Exercise instructions: Nothing but a verbatim copy of the data, minus the images, should be returned.

Given entries:
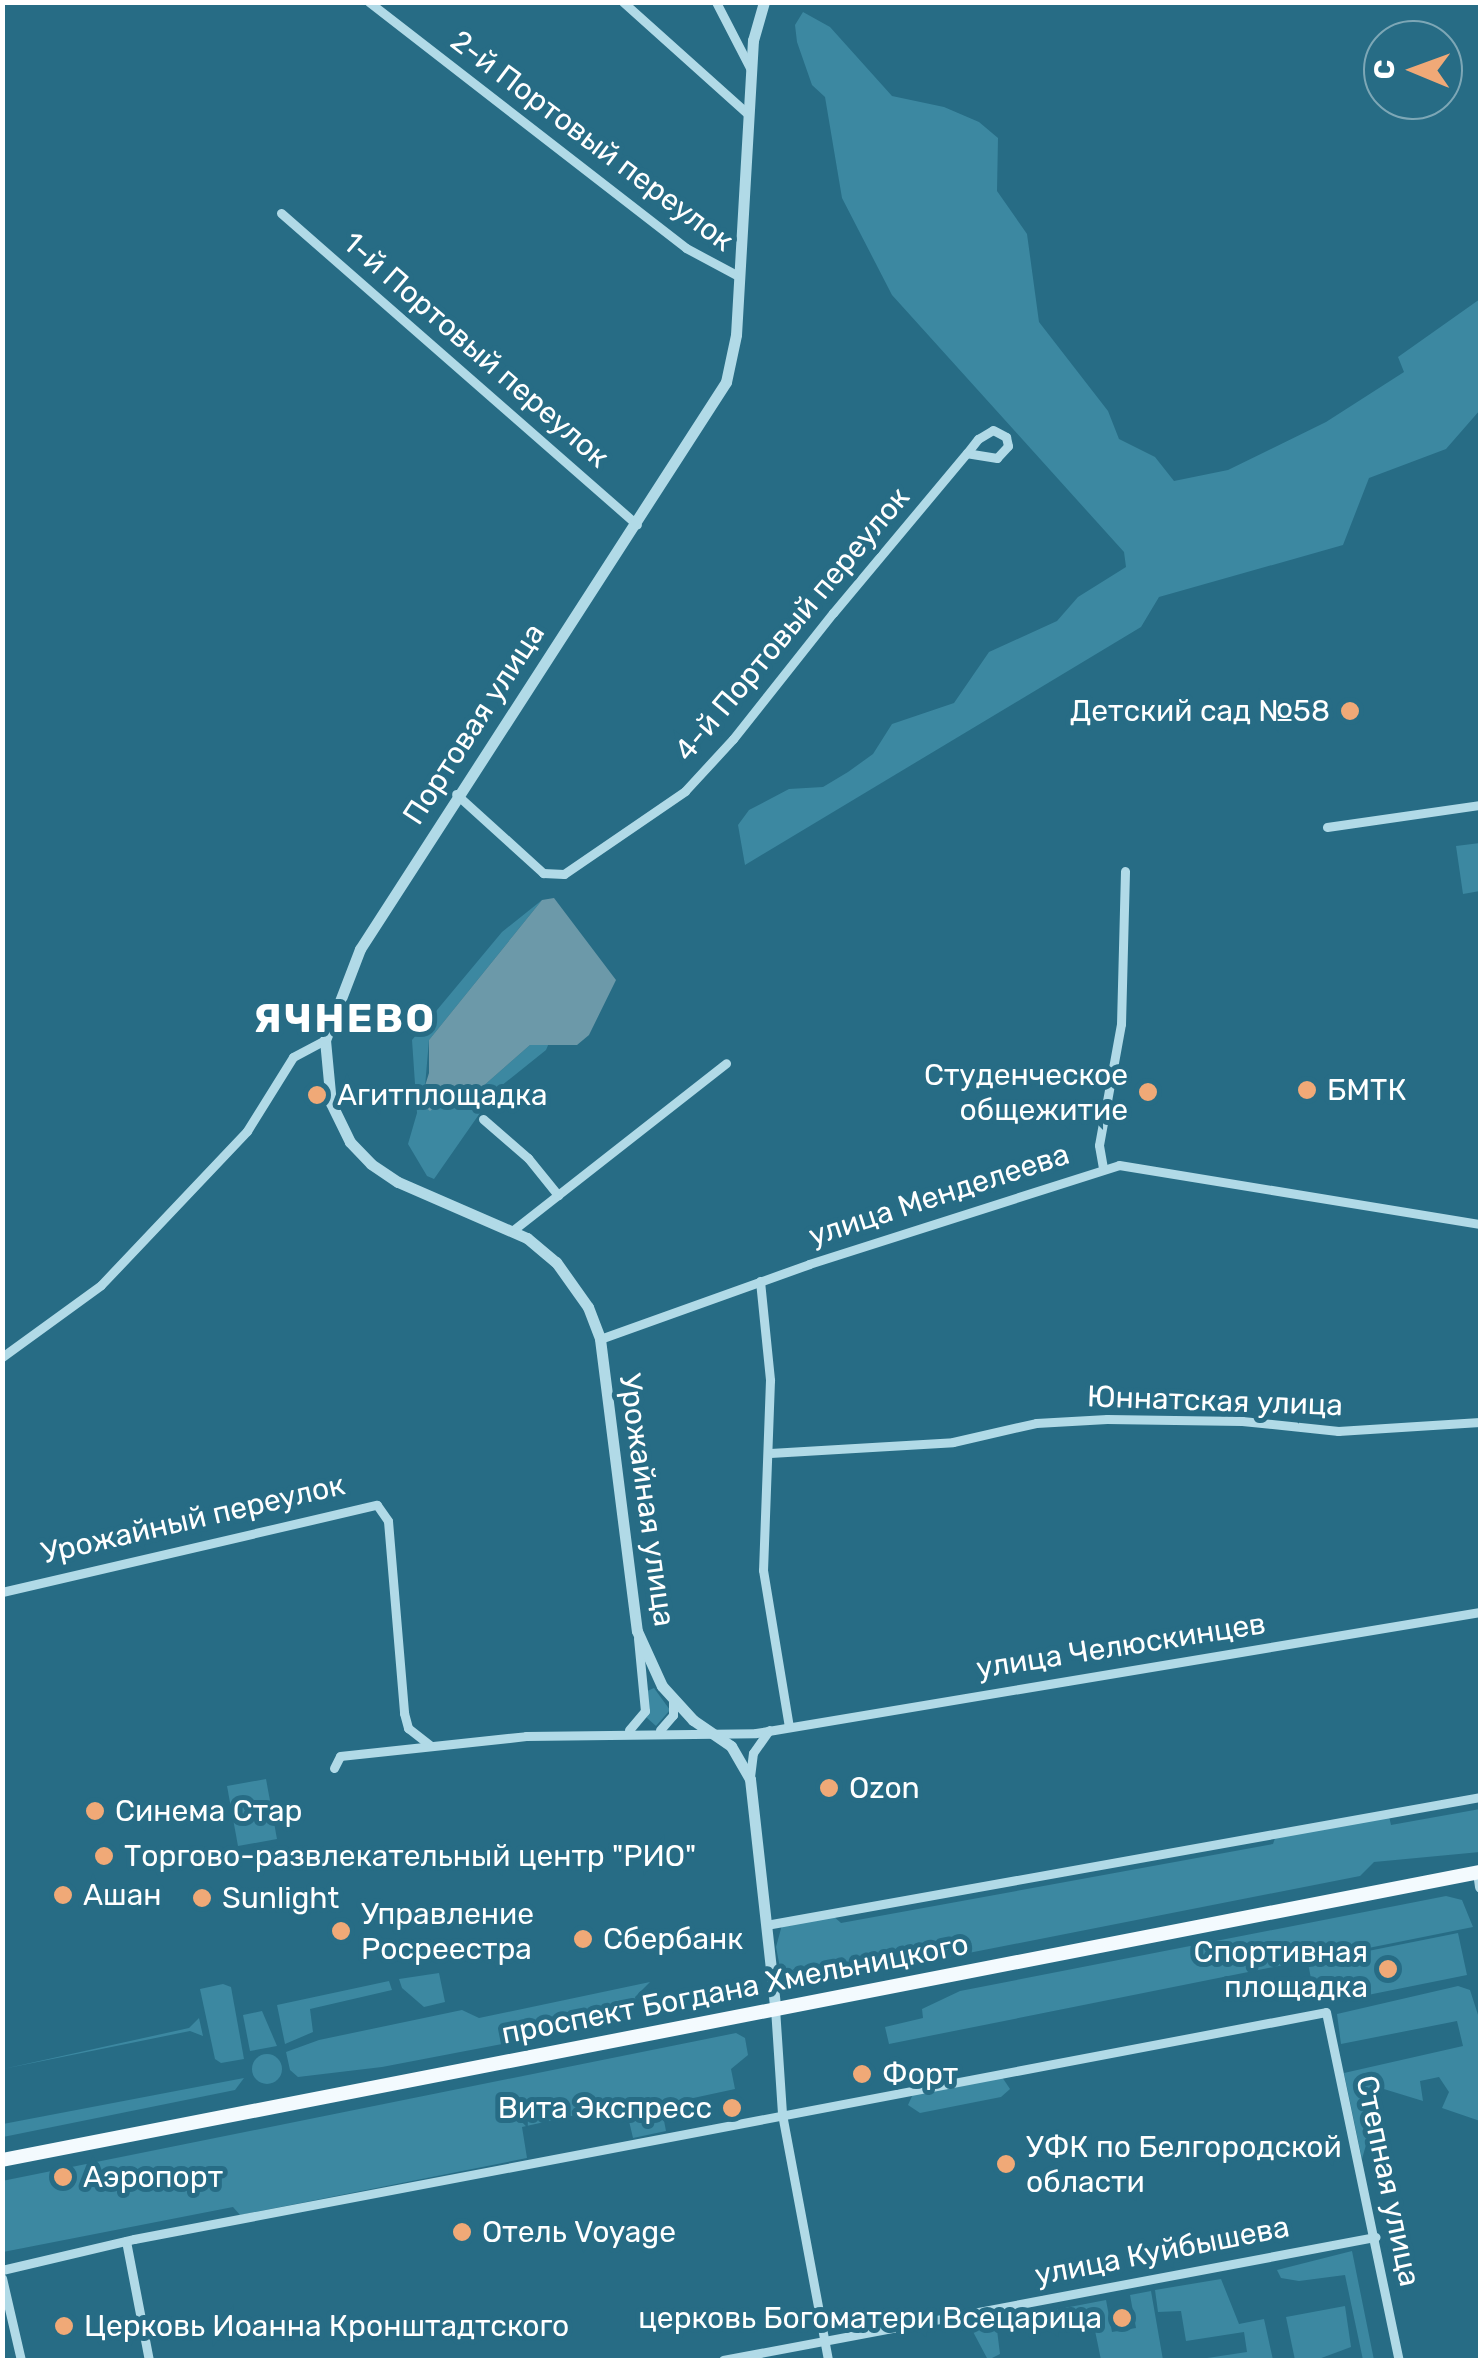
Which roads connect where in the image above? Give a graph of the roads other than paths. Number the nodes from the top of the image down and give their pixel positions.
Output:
1 (369, 2) edge
2 (623, 2) edge
3 (716, 2) edge
4 (764, 2) edge
5 (751, 70) junction
6 (748, 114) junction
7 (281, 212) dead end
8 (740, 277) junction
9 (967, 453) dead end
10 (637, 525) junction
11 (456, 794) junction
12 (1480, 805) edge
13 (1327, 828) dead end
14 (1124, 871) dead end
15 (325, 1040) junction
16 (726, 1062) dead end
17 (483, 1119) dead end
18 (1103, 1168) junction
19 (558, 1195) junction
20 (1480, 1224) edge
21 (512, 1231) junction
22 (760, 1282) junction
23 (600, 1339) junction
24 (2, 1357) edge
25 (1480, 1422) edge
26 (770, 1453) junction
27 (2, 1592) edge
28 (1480, 1612) edge
29 (637, 1630) junction
30 (674, 1701) junction
31 (789, 1727) junction
32 (660, 1730) junction
33 (707, 1730) junction
34 (769, 1730) junction
35 (626, 1731) junction
36 (756, 1733) junction
37 (432, 1746) junction
38 (738, 1754) junction
39 (334, 1768) dead end
40 (750, 1779) junction
41 (1480, 1797) edge
42 (1480, 1876) edge
43 (766, 1924) junction
44 (775, 2008) junction
45 (782, 2114) junction
46 (2, 2160) edge
47 (1375, 2237) junction
48 (126, 2242) junction
49 (2, 2270) edge
50 (2, 2278) edge
51 (825, 2341) junction
52 (21, 2360) edge
53 (149, 2360) edge
54 (723, 2360) edge
55 (828, 2360) edge
56 (1399, 2360) edge

1 - 8 street, 2-й Портовый переулок
2 - 6 street
3 - 5 street
4 - 5 street, Портовая улица
5 - 6 street, Портовая улица
6 - 8 street, Портовая улица
7 - 10 street, 1-й Портовый переулок
8 - 10 street, Портовая улица
9 - 11 street, 4-й Портовый переулок
10 - 11 street, Портовая улица
11 - 15 street, Портовая улица
12 - 13 street
14 - 18 street
15 - 21 street, Урожайная улица
15 - 24 street
16 - 19 street
17 - 19 street
18 - 20 street, улица Менделеева
18 - 22 street, улица Менделеева
19 - 21 street
21 - 23 street, Урожайная улица
22 - 23 street, улица Менделеева
22 - 26 street
23 - 29 street, Урожайная улица
25 - 26 street, Юннатская улица
26 - 31 street
27 - 37 street, Урожайный переулок
28 - 31 street, улица Челюскинцев
29 - 30 street, Урожайная улица
29 - 35 street
30 - 32 street
30 - 33 street, Урожайная улица
31 - 34 street, улица Челюскинцев
32 - 33 street, улица Челюскинцев
32 - 35 street, улица Челюскинцев
33 - 36 street, улица Челюскинцев
33 - 38 street, Урожайная улица
34 - 36 street, улица Челюскинцев
34 - 40 street
35 - 37 street
36 - 38 street
37 - 39 street
38 - 40 street, Урожайная улица
40 - 43 street, Урожайная улица
41 - 43 street
42 - 44 main road, проспект Богдана Хмельницкого
43 - 44 street, Урожайная улица
44 - 45 street
44 - 46 main road, проспект Богдана Хмельницкого
45 - 47 street, Степная улица
45 - 48 street
45 - 51 street
47 - 51 street, улица Куйбышева
47 - 56 street, Степная улица
48 - 49 street
48 - 53 street
50 - 52 street
51 - 54 street, улица Куйбышева
51 - 55 street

Answer section:
Which roads connect where in the image above? Give a graph of the roads other than paths. Number the nodes from the top of the image down and give their pixel positions.
Output:
1 (369, 2) edge
2 (623, 2) edge
3 (716, 2) edge
4 (764, 2) edge
5 (751, 70) junction
6 (748, 114) junction
7 (281, 212) dead end
8 (740, 277) junction
9 (967, 453) dead end
10 (637, 525) junction
11 (456, 794) junction
12 (1480, 805) edge
13 (1327, 828) dead end
14 (1124, 871) dead end
15 (325, 1040) junction
16 (726, 1062) dead end
17 (483, 1119) dead end
18 (1103, 1168) junction
19 (558, 1195) junction
20 (1480, 1224) edge
21 (512, 1231) junction
22 (760, 1282) junction
23 (600, 1339) junction
24 (2, 1357) edge
25 (1480, 1422) edge
26 (770, 1453) junction
27 (2, 1592) edge
28 (1480, 1612) edge
29 (637, 1630) junction
30 (674, 1701) junction
31 (789, 1727) junction
32 (660, 1730) junction
33 (707, 1730) junction
34 (769, 1730) junction
35 (626, 1731) junction
36 (756, 1733) junction
37 (432, 1746) junction
38 (738, 1754) junction
39 (334, 1768) dead end
40 (750, 1779) junction
41 (1480, 1797) edge
42 (1480, 1876) edge
43 (766, 1924) junction
44 (775, 2008) junction
45 (782, 2114) junction
46 (2, 2160) edge
47 (1375, 2237) junction
48 (126, 2242) junction
49 (2, 2270) edge
50 (2, 2278) edge
51 (825, 2341) junction
52 (21, 2360) edge
53 (149, 2360) edge
54 (723, 2360) edge
55 (828, 2360) edge
56 (1399, 2360) edge

1 - 8 street, 2-й Портовый переулок
2 - 6 street
3 - 5 street
4 - 5 street, Портовая улица
5 - 6 street, Портовая улица
6 - 8 street, Портовая улица
7 - 10 street, 1-й Портовый переулок
8 - 10 street, Портовая улица
9 - 11 street, 4-й Портовый переулок
10 - 11 street, Портовая улица
11 - 15 street, Портовая улица
12 - 13 street
14 - 18 street
15 - 21 street, Урожайная улица
15 - 24 street
16 - 19 street
17 - 19 street
18 - 20 street, улица Менделеева
18 - 22 street, улица Менделеева
19 - 21 street
21 - 23 street, Урожайная улица
22 - 23 street, улица Менделеева
22 - 26 street
23 - 29 street, Урожайная улица
25 - 26 street, Юннатская улица
26 - 31 street
27 - 37 street, Урожайный переулок
28 - 31 street, улица Челюскинцев
29 - 30 street, Урожайная улица
29 - 35 street
30 - 32 street
30 - 33 street, Урожайная улица
31 - 34 street, улица Челюскинцев
32 - 33 street, улица Челюскинцев
32 - 35 street, улица Челюскинцев
33 - 36 street, улица Челюскинцев
33 - 38 street, Урожайная улица
34 - 36 street, улица Челюскинцев
34 - 40 street
35 - 37 street
36 - 38 street
37 - 39 street
38 - 40 street, Урожайная улица
40 - 43 street, Урожайная улица
41 - 43 street
42 - 44 main road, проспект Богдана Хмельницкого
43 - 44 street, Урожайная улица
44 - 45 street
44 - 46 main road, проспект Богдана Хмельницкого
45 - 47 street, Степная улица
45 - 48 street
45 - 51 street
47 - 51 street, улица Куйбышева
47 - 56 street, Степная улица
48 - 49 street
48 - 53 street
50 - 52 street
51 - 54 street, улица Куйбышева
51 - 55 street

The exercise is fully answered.